Il 4 febbraio la Chiesa celebra San Giuseppe da Leonessa, sacerdote cappuccino, missionario instancabile e testimone ardente del Vangelo, uomo di penitenza e di carità, capace di unire forza apostolica e tenerezza verso i più poveri.
La sua memoria ci richiama a una fede coraggiosa, che non teme di esporsi pur di portare Cristo dove c’è bisogno di speranza.
Nato nel 1556 a Leonessa, in Umbria, fin da giovane mostrò un animo sensibile alla preghiera e al sacrificio.
Scelse l’Ordine dei Frati Minori Cappuccini, attratto da una vita semplice, povera e radicalmente evangelica.
Desiderava appartenere solo a Dio e servire tutti.
Divenne sacerdote e si dedicò con zelo alla predicazione, alle confessioni e all’assistenza dei malati.
Il suo ministero era diretto, concreto, vicino alla gente: parlava al cuore, più con l’esempio che con le parole.
Per lui evangelizzare significava farsi prossimo.
Animato da spirito missionario, partì per Costantinopoli per sostenere i cristiani fatti schiavi e cercare il dialogo con il mondo musulmano.
Non esitò a visitare le prigioni, a consolare, a riscattare, a intercedere per la libertà dei più deboli.
La carità non conosceva confini né paure.
Questo zelo gli costò persecuzioni e torture.

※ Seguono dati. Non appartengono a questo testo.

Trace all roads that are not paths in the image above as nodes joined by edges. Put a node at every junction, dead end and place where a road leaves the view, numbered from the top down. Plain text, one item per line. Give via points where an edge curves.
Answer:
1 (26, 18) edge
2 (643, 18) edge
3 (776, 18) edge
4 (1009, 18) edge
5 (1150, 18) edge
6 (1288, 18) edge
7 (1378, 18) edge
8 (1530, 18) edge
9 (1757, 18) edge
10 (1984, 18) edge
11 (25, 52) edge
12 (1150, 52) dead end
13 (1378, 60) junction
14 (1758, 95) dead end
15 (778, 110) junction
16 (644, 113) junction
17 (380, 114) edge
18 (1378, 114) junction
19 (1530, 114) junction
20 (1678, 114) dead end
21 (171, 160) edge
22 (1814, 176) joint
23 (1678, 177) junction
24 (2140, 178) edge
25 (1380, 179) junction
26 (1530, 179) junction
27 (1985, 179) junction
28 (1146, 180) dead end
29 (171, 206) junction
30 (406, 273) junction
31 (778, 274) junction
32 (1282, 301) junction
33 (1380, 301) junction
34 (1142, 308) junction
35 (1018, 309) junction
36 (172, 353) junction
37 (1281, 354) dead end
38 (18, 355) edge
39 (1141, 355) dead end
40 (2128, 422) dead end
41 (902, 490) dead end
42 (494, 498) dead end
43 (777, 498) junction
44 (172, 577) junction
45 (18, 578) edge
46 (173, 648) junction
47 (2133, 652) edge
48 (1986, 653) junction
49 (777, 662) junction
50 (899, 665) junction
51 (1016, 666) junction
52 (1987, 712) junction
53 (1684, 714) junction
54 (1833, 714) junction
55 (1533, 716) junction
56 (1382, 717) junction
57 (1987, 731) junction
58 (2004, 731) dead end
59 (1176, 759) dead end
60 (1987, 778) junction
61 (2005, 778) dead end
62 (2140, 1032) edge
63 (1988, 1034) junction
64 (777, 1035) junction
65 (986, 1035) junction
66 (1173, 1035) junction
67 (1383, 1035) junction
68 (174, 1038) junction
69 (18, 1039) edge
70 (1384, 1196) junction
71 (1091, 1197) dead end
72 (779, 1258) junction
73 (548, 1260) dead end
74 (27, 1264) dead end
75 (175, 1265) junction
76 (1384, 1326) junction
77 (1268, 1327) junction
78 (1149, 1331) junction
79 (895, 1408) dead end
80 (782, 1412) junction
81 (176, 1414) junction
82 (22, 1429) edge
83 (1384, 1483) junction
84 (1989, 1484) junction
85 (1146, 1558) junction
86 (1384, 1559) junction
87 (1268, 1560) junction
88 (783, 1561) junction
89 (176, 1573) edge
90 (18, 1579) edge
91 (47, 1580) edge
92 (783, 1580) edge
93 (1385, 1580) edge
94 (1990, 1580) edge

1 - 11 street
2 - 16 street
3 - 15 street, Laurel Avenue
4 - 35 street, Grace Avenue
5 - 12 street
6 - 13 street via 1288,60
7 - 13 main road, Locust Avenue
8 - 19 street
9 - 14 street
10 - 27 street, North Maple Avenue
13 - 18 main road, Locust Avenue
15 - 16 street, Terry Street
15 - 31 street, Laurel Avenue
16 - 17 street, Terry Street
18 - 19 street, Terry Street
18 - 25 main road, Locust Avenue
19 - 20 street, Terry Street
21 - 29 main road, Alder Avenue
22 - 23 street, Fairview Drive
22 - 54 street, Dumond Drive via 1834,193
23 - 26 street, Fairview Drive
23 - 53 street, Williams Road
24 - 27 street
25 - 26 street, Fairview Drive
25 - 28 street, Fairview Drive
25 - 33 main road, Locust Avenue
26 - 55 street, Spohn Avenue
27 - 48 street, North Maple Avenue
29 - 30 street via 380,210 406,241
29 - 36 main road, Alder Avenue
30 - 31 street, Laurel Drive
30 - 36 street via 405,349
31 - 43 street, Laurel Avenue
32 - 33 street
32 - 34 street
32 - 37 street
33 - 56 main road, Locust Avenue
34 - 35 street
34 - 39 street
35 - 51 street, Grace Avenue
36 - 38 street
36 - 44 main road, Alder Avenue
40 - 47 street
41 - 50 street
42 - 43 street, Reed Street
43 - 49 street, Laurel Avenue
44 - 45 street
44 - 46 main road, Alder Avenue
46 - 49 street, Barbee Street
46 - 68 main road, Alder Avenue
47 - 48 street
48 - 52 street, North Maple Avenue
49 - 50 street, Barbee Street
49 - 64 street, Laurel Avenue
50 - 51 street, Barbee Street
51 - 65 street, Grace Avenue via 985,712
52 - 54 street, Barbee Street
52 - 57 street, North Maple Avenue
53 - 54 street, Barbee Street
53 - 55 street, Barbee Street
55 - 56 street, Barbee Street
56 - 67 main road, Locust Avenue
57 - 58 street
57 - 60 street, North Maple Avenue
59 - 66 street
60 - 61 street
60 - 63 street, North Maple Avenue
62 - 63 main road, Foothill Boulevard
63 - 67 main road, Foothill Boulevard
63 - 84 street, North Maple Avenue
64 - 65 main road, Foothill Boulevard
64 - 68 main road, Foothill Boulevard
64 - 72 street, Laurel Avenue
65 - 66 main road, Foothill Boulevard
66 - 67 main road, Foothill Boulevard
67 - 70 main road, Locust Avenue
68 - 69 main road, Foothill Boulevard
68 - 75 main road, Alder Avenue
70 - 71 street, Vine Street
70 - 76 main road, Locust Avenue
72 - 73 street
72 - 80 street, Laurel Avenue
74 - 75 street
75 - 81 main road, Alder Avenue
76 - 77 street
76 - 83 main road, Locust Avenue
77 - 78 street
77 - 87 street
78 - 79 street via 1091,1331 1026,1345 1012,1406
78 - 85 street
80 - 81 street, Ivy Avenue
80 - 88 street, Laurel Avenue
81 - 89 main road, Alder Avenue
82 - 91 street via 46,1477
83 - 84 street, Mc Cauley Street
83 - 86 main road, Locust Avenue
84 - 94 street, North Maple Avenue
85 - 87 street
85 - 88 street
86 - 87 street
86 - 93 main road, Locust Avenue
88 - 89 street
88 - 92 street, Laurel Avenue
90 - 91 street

Secondo la tradizione, fu persino appeso a un uncino per un braccio, patendo sofferenze atroci.
Ma non rinnegò la fede né smise di annunciare Cristo: la sua forza nasceva dall’amore.
Tornato in Italia, continuò la missione tra i poveri e nelle campagne, predicando conversione e riconciliazione.

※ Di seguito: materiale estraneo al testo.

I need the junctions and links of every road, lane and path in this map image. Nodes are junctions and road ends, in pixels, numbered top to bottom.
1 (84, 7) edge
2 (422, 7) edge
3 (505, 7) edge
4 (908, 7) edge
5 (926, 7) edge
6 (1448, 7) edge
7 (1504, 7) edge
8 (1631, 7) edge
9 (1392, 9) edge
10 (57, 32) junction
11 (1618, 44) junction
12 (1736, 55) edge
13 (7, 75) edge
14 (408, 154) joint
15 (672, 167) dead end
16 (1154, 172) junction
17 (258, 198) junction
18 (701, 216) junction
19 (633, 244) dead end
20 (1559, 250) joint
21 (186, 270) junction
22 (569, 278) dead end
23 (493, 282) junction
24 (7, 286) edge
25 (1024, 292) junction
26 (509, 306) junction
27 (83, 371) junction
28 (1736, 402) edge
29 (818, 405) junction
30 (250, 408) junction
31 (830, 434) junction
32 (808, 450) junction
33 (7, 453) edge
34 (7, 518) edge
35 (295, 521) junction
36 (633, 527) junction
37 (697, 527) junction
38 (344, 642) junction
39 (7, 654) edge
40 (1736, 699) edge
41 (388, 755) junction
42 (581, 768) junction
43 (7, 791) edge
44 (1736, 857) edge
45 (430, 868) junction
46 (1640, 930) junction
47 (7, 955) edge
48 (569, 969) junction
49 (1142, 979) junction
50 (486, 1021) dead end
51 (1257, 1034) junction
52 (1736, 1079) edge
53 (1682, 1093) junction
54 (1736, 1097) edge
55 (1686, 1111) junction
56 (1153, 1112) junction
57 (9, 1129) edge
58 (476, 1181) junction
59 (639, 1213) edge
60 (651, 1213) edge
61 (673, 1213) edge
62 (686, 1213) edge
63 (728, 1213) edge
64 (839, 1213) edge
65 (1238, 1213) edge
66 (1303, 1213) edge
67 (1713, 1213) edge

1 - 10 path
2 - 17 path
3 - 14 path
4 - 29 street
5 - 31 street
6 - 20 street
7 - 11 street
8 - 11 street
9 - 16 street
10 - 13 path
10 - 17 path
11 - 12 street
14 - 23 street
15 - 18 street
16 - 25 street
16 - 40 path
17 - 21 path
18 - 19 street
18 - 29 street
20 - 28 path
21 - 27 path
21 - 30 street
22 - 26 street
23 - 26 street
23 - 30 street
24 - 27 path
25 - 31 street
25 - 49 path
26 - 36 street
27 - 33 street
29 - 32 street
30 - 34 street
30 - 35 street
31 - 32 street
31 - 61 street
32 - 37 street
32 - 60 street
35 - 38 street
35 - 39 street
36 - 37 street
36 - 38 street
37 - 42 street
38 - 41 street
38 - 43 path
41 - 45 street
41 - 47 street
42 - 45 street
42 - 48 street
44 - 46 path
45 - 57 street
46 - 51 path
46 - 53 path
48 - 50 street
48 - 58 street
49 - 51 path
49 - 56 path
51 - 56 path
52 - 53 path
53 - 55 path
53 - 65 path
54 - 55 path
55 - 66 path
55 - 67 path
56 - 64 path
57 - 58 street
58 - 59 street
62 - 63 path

Viveva austeramente, ma il suo cuore era colmo di misericordia.
Penitenza e compassione camminavano insieme.
San Giuseppe da Leonessa mostra che la santità è ardore apostolico, è uscire da sé per cercare chi è lontano, è portare il Vangelo non solo con la voce, ma con la vita.
Il vero missionario è chi si consuma per gli altri.

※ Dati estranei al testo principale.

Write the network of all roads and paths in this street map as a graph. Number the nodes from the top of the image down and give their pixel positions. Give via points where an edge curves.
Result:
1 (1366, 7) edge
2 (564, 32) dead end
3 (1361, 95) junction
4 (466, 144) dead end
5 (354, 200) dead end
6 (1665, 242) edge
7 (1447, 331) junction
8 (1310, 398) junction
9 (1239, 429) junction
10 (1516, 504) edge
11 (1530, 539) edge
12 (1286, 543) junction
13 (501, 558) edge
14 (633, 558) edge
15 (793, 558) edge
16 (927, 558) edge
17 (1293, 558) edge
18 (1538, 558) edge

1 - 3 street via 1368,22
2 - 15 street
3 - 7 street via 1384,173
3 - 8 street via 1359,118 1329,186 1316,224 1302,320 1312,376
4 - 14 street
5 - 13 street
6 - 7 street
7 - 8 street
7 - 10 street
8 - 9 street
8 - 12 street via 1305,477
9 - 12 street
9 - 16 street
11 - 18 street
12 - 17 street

Ci insegna che la croce non è fallimento, ma dono; che la sofferenza offerta diventa feconda; e che nessun luogo è troppo lontano quando si ama Cristo.
“Guai a me se non annuncio il Vangelo!” – (1Cor 9,16)
Oggi San Giuseppe da Leonessa ci invita a rinnovare il nostro slancio missionario, trasformando le difficoltà in occasioni di testimonianza e facendoci vicini a chi è solo, oppresso o dimenticato, perché attraverso di noi possa giungere la consolazione di Dio.